PROBLEM TO SOLVE.
I need the entries printed again word for word, without the images.

Saved entries.
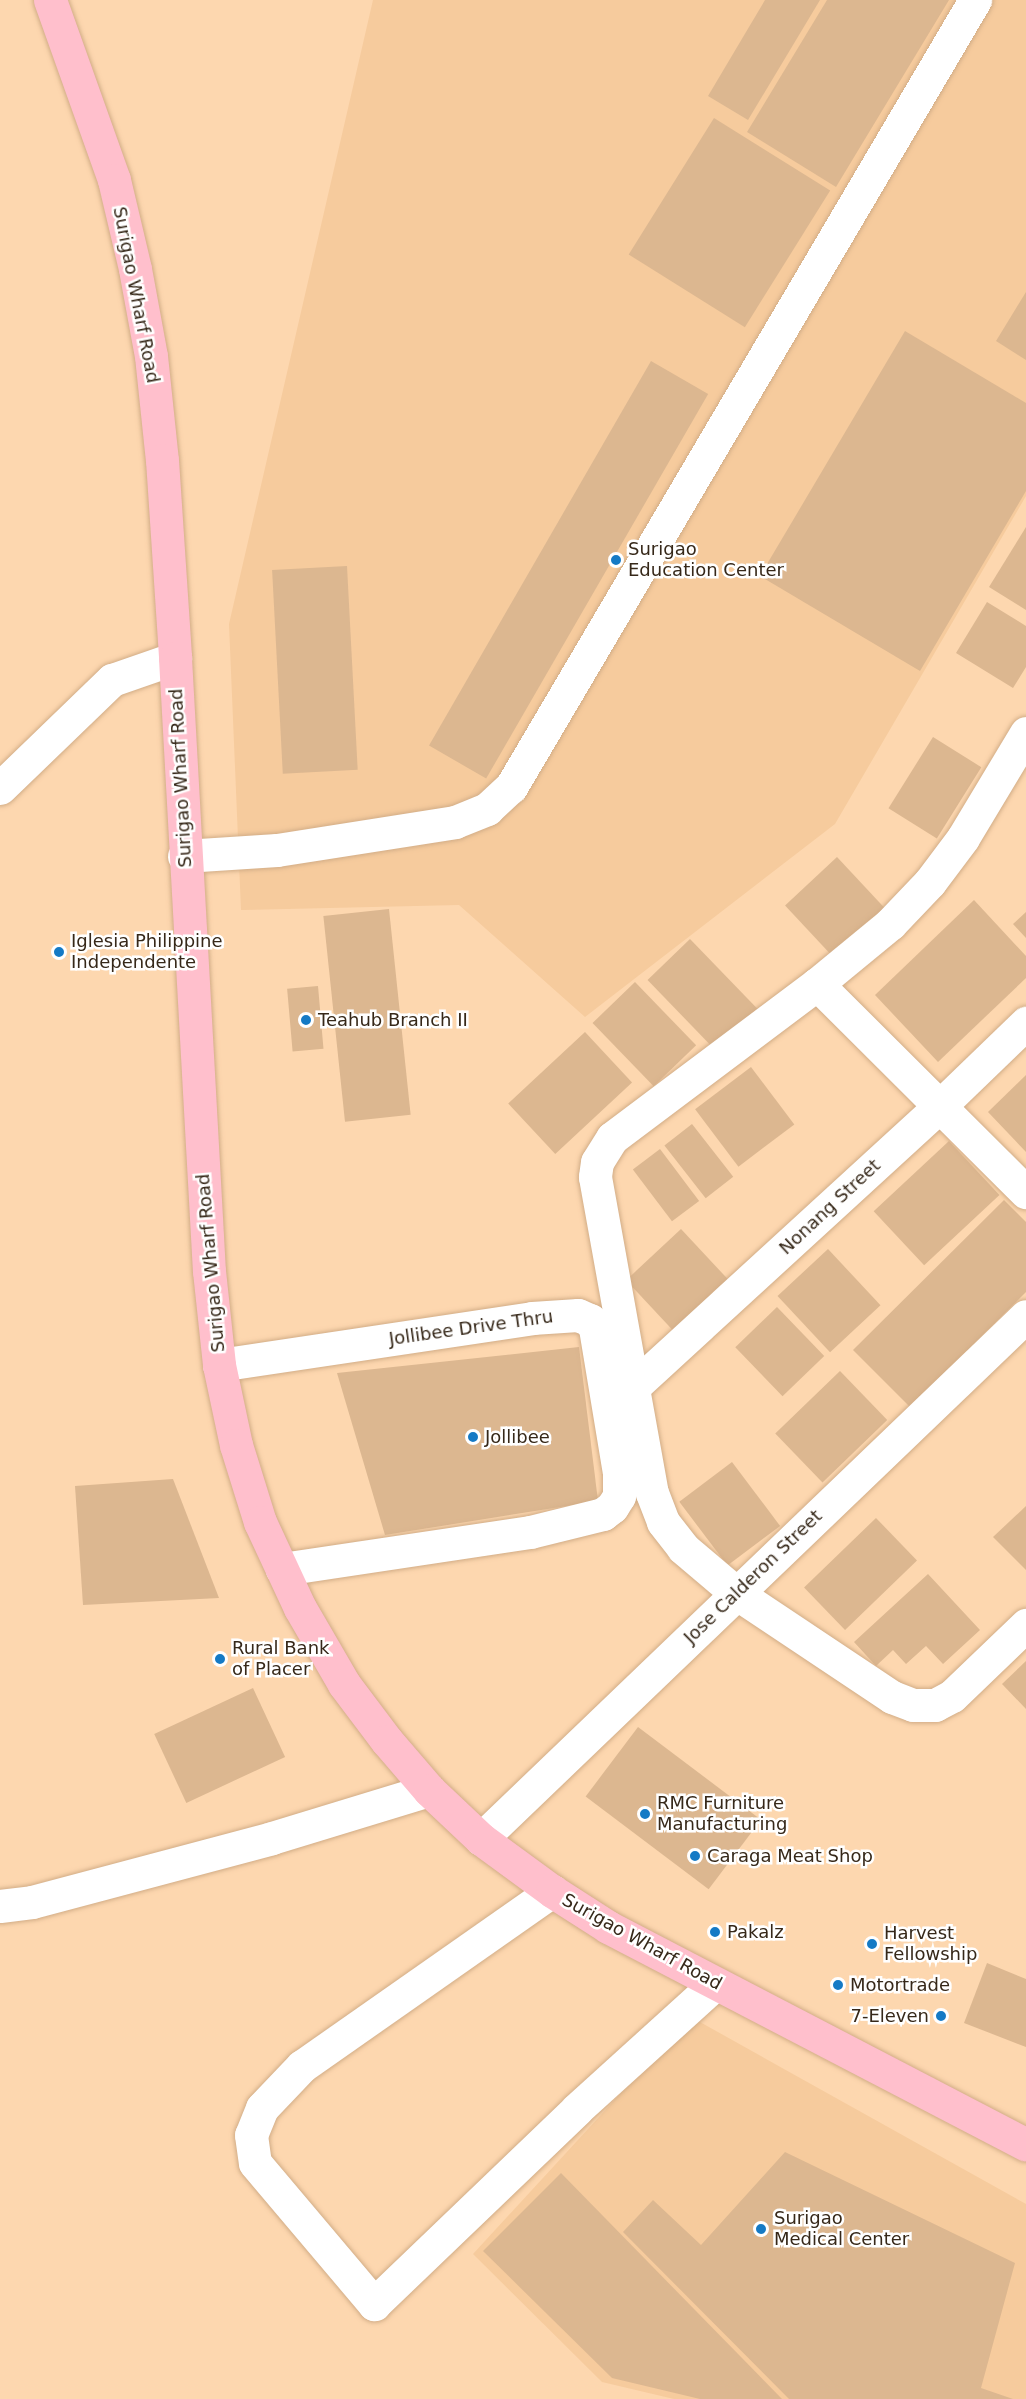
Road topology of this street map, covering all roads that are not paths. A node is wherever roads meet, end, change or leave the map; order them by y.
1 (50, 0) edge
2 (975, 0) edge
3 (175, 658) junction
4 (1026, 733) edge
5 (0, 788) edge
6 (184, 856) junction
7 (817, 984) junction
8 (1026, 1023) edge
9 (940, 1106) junction
10 (1026, 1192) edge
11 (1026, 1316) edge
12 (219, 1365) junction
13 (632, 1389) junction
14 (282, 1569) junction
15 (736, 1593) junction
16 (1026, 1625) edge
17 (429, 1790) junction
18 (481, 1839) junction
19 (552, 1891) junction
20 (0, 1906) edge
21 (716, 1984) junction
22 (1026, 2145) edge

1 - 3 main road, Surigao Wharf Road
2 - 6 street
3 - 5 street
3 - 6 main road, Surigao Wharf Road
4 - 7 street
6 - 12 main road, Surigao Wharf Road
7 - 9 street
7 - 13 street
8 - 9 street, Nonang Street
9 - 10 street
9 - 13 street, Nonang Street
11 - 15 street, Jose Calderon Street
12 - 14 main road, Surigao Wharf Road
12 - 14 street, Jollibee Drive Thru
13 - 15 street
14 - 17 main road, Surigao Wharf Road
15 - 16 street
15 - 18 street, Jose Calderon Street
17 - 18 main road, Surigao Wharf Road
17 - 20 street
18 - 19 main road, Surigao Wharf Road
19 - 21 main road, Surigao Wharf Road
19 - 21 street
21 - 22 main road, Surigao Wharf Road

EXPECTED ANSWER.
Road topology of this street map, covering all roads that are not paths. A node is wherever roads meet, end, change or leave the map; order them by y.
1 (50, 0) edge
2 (975, 0) edge
3 (175, 658) junction
4 (1026, 733) edge
5 (0, 788) edge
6 (184, 856) junction
7 (817, 984) junction
8 (1026, 1023) edge
9 (940, 1106) junction
10 (1026, 1192) edge
11 (1026, 1316) edge
12 (219, 1365) junction
13 (632, 1389) junction
14 (282, 1569) junction
15 (736, 1593) junction
16 (1026, 1625) edge
17 (429, 1790) junction
18 (481, 1839) junction
19 (552, 1891) junction
20 (0, 1906) edge
21 (716, 1984) junction
22 (1026, 2145) edge

1 - 3 main road, Surigao Wharf Road
2 - 6 street
3 - 5 street
3 - 6 main road, Surigao Wharf Road
4 - 7 street
6 - 12 main road, Surigao Wharf Road
7 - 9 street
7 - 13 street
8 - 9 street, Nonang Street
9 - 10 street
9 - 13 street, Nonang Street
11 - 15 street, Jose Calderon Street
12 - 14 main road, Surigao Wharf Road
12 - 14 street, Jollibee Drive Thru
13 - 15 street
14 - 17 main road, Surigao Wharf Road
15 - 16 street
15 - 18 street, Jose Calderon Street
17 - 18 main road, Surigao Wharf Road
17 - 20 street
18 - 19 main road, Surigao Wharf Road
19 - 21 main road, Surigao Wharf Road
19 - 21 street
21 - 22 main road, Surigao Wharf Road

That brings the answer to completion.